WHAT was the drone doing inside Pakistani airspace? The confirmation by the Foreign Office on Wednesday that the Pakistan Air Force had shot down an Iranian drone over Panjgur, Balochistan and the silence thus far by Iranian officials suggest that the drone did not accidentally slip into Pakistani airspace. The location also hints at increased Iranian surveillance of a region in which CPEC projects are in full swing. The latest incident along an already tense Pak-Iran border ought to serve as a warning to both states: address through dialogue the apprehensions of the other or risk an unnecessary and undesirable escalation in tensions that neither country can afford at this juncture.
From a Pakistani perspective, suspicions of Iranian motives are not unreasonable. Iran has positioned Chabahar as a rival to Gwadar, and India has hyped the seaport as the answer to landlocked Afghanistan’s search for a reliable, uninterrupted trade route. With India’s hostility to CPEC well known, and Iran perhaps worried about a greater Chinese presence in Balochistan, it is possible that Iran and India are working together along the Pak-Iran border to spy on Pak-China activities in the region. Yet, Pakistan has consistently maintained that it seeks stable ties with Iran, so it should be possible for the latter to raise diplomatically with Pakistan whatever concerns it has. If the concerns are reasonable, a framework can surely be prepared to address present-day and future bilateral complaints. From an Iranian perspective, the act of its drone being shot down by Pakistan could be seen through the prism of the current turmoil in the Middle East. Hawkish elements in Iran may interpret the shooting down as a signal from Pakistan to Saudi Arabia that Pakistan is taking steps to, at the very least, distance itself from Iran or perhaps even engage in low-level conflict with it.

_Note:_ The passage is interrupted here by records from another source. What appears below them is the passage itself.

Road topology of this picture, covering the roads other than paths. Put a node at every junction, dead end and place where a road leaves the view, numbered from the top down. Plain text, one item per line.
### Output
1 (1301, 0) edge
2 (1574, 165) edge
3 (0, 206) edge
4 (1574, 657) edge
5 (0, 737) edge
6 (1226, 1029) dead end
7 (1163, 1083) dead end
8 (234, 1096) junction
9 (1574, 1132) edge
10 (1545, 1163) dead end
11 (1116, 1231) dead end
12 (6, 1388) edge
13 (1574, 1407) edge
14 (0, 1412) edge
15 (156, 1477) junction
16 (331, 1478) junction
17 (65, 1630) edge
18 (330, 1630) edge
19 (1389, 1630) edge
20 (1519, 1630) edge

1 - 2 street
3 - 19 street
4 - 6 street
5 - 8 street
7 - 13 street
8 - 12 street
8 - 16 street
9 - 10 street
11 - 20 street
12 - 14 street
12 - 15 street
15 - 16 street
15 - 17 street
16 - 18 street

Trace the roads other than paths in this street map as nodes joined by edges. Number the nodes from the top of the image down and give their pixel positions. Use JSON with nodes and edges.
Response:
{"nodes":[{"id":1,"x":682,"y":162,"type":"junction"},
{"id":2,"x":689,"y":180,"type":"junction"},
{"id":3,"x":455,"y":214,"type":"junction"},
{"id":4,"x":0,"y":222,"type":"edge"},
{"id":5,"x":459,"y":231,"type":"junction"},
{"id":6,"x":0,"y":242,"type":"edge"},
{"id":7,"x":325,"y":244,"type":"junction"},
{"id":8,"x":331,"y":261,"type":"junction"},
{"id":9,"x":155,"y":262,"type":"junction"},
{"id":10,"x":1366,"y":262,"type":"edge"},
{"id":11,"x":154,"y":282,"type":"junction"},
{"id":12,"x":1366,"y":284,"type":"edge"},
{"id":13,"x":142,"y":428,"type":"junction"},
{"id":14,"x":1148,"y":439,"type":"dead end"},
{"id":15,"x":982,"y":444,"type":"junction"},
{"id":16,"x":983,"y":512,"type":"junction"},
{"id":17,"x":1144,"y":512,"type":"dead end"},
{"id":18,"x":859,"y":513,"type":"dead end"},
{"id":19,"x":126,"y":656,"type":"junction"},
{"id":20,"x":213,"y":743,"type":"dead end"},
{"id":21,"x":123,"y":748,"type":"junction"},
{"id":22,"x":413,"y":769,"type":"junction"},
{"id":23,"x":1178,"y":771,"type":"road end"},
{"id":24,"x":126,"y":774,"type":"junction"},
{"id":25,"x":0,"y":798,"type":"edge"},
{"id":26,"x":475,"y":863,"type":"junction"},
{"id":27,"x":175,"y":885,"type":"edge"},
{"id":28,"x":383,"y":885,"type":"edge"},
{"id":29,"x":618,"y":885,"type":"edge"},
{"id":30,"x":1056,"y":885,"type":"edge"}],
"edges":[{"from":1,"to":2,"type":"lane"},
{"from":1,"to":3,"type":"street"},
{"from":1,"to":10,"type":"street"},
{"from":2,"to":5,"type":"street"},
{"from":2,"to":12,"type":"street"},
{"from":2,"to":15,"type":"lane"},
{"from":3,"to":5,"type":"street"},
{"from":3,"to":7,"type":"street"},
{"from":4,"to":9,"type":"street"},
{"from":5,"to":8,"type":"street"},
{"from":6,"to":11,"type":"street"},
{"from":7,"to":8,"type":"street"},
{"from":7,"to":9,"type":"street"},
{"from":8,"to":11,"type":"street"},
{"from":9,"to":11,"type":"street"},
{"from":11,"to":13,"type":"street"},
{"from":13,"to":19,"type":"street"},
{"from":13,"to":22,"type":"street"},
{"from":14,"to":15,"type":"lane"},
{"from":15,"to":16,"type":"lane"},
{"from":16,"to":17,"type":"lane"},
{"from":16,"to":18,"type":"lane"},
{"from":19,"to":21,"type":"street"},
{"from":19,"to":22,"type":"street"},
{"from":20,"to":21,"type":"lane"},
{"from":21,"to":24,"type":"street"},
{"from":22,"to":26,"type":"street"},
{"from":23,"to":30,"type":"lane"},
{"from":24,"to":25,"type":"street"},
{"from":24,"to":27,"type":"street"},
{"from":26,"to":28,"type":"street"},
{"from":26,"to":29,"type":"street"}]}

While that characterisation would be wrong — Pakistan has made clear that it does not intend to be drawn into a conflict between Saudi Arabia and Iran — it does underline the risks of a tense Pak-Iran border in the absence of a robust bilateral dialogue. Before this drone incident, there were already increased terrorism- and crime-related concerns on both sides of the border. Instead of adding to bilateral problems, the Iranian and Pakistani leaderships should remember that the two countries have had stable ties for much of their history. That history of stability and warmth was made possible by putting bilateral friendship at the heart of the relationship and not allowing third-party interference. The border region between Iran, Afghanistan and Pakistan must be carefully managed given competing regional and global interests. But the Iran-Pakistan relationship must not be reduced to simply a zone of anxiety and concern that has to be constantly managed. Dialogue is the only sensible way forward.